Problem ->
The answer must consist of each line below that contains the word "Parkway", copied in full.
· · · · ·
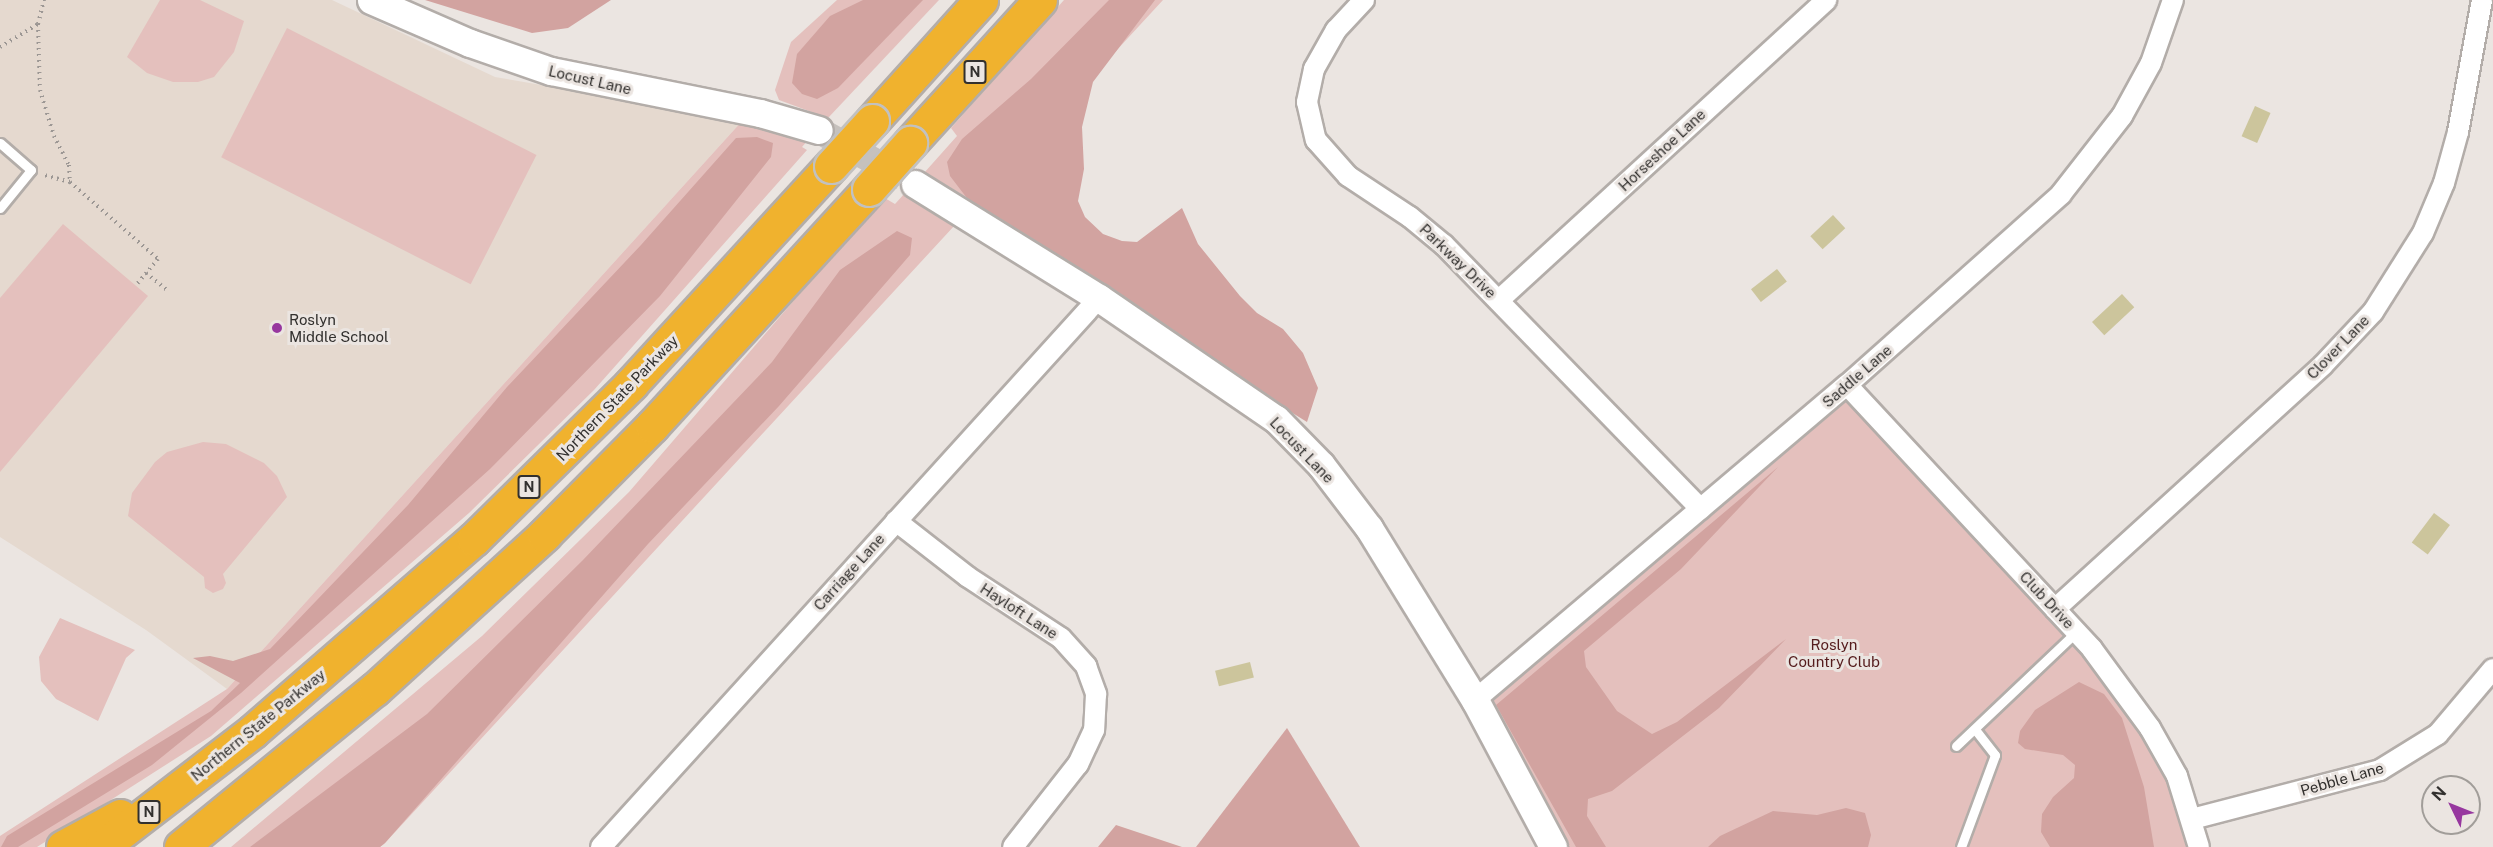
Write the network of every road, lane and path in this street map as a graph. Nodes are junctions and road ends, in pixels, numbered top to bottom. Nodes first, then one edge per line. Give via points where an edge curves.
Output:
1 (44, 0) edge
2 (371, 0) edge
3 (981, 0) edge
4 (1040, 0) edge
5 (1364, 0) edge
6 (1826, 0) edge
7 (2173, 0) edge
8 (2482, 0) edge
9 (38, 24) junction
10 (0, 47) edge
11 (819, 130) tunnel mouth
12 (0, 143) edge
13 (31, 170) junction
14 (70, 182) junction
15 (915, 184) tunnel mouth
16 (0, 208) edge
17 (146, 273) junction
18 (135, 285) dead end
19 (168, 291) dead end
20 (1098, 298) junction
21 (1499, 300) junction
22 (1847, 386) junction
23 (1701, 509) junction
24 (896, 521) junction
25 (2055, 609) junction
26 (2076, 632) junction
27 (2493, 669) edge
28 (1475, 700) junction
29 (1975, 729) junction
30 (316, 739) junction
31 (1956, 746) dead end
32 (196, 776) junction
33 (2192, 819) junction
34 (63, 847) edge
35 (102, 847) edge
36 (181, 847) edge
37 (215, 847) edge
38 (601, 847) edge
39 (1013, 847) edge
40 (1553, 847) edge
41 (1962, 847) edge
42 (2199, 847) edge

1 - 9 path
2 - 11 street, Locust Lane via 542,69 760,113
3 - 32 highway, Northern State Parkway / N, bridge via 639,377 527,489 365,637
4 - 30 highway, N, bridge via 592,488 439,633
5 - 21 street, Parkway Drive via 1335,30 1314,69 1307,102 1316,140 1331,162 1426,229
6 - 21 street, Horseshoe Lane
7 - 22 street, Saddle Lane via 2151,63 2093,158 2035,219
8 - 25 street, Clover Lane via 2458,132 2444,183 2423,233 2386,293 2323,365
9 - 10 path
9 - 14 path via 40,90 47,118 69,165
12 - 13 lane
13 - 14 path
13 - 16 lane
14 - 17 path via 158,259
15 - 20 street, Locust Lane
17 - 18 path
17 - 19 path
20 - 24 street, Carriage Lane
20 - 28 street, Locust Lane via 1276,419 1321,465 1369,528
21 - 23 street, Parkway Drive
22 - 23 street, Saddle Lane
22 - 25 street, Club Drive
23 - 28 street, Saddle Lane
24 - 38 street, Carriage Lane
24 - 39 street, Hayloft Lane via 968,577 1061,638 1089,675 1096,694 1090,739 1078,764
25 - 26 street, Club Drive
26 - 29 lane
26 - 33 street, Club Drive via 2150,728 2177,776
27 - 33 street, Pebble Lane via 2438,734 2380,770
28 - 40 street, Locust Lane
29 - 31 lane
29 - 41 lane via 1995,755
30 - 36 highway, N
30 - 37 highway
32 - 34 highway
32 - 35 highway, Northern State Parkway / N
33 - 42 street, Club Drive

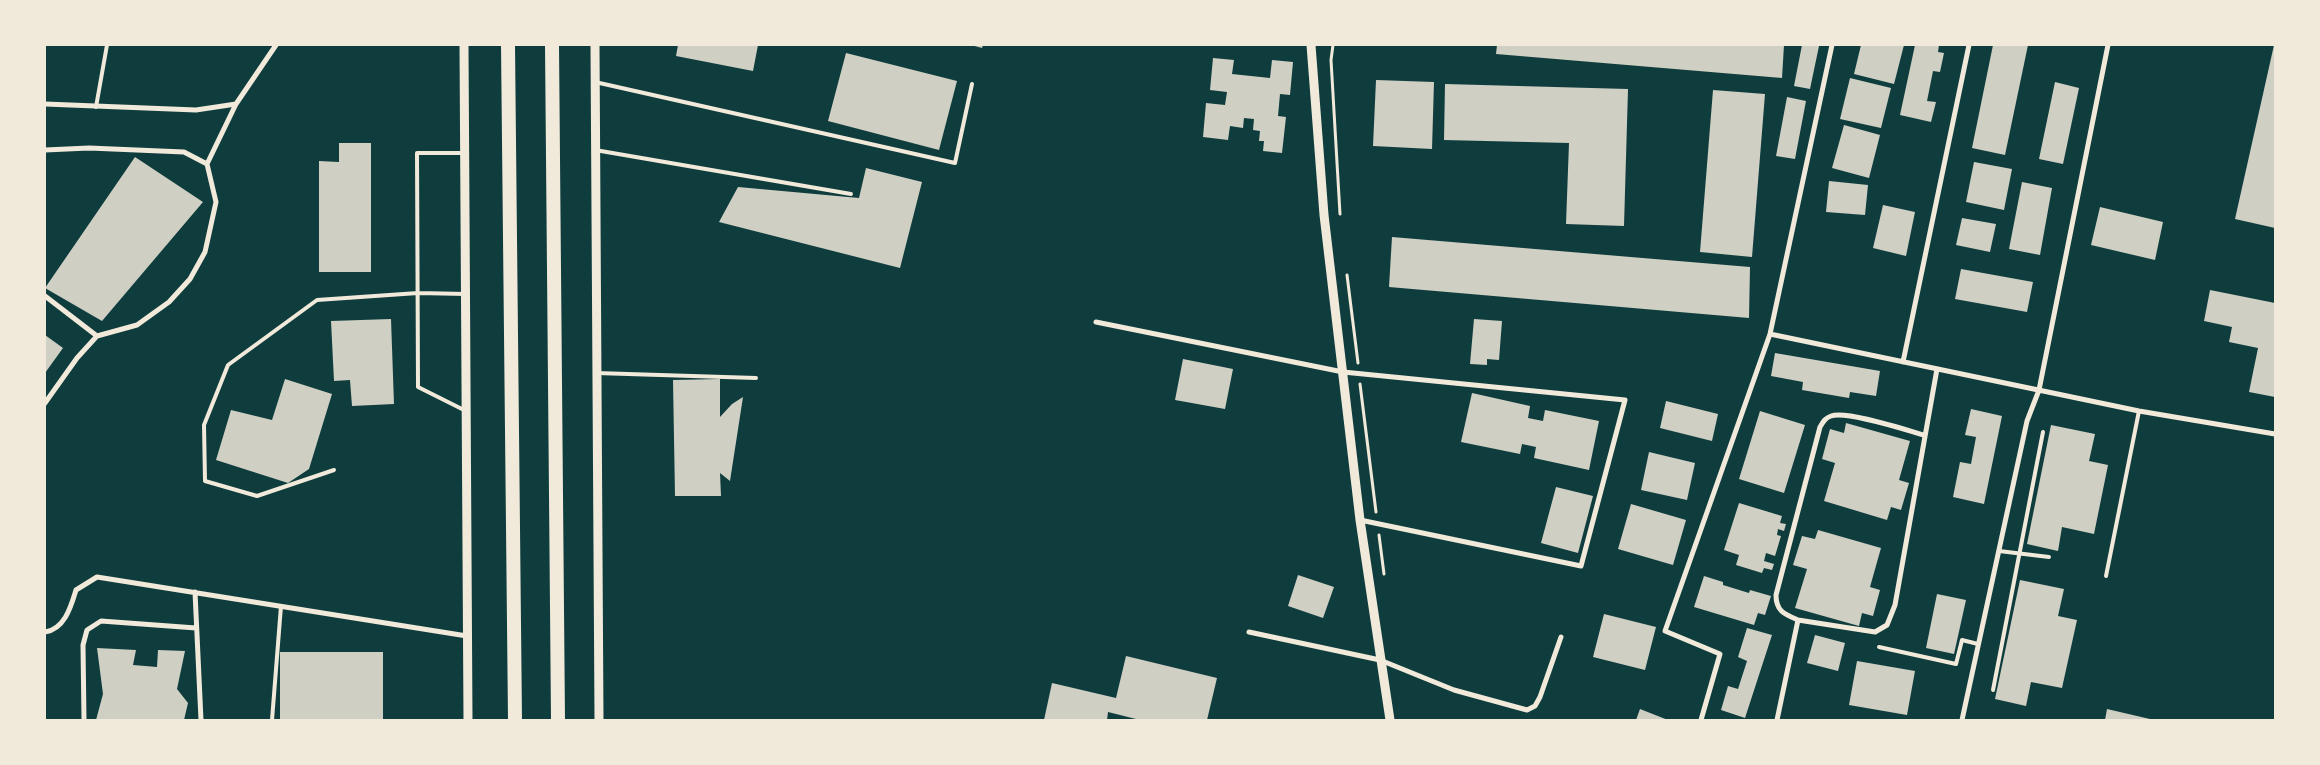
· · · · ·
Final answer ->
3 - 32 highway, Northern State Parkway / N, bridge via 639,377 527,489 365,637
5 - 21 street, Parkway Drive via 1335,30 1314,69 1307,102 1316,140 1331,162 1426,229
21 - 23 street, Parkway Drive
32 - 35 highway, Northern State Parkway / N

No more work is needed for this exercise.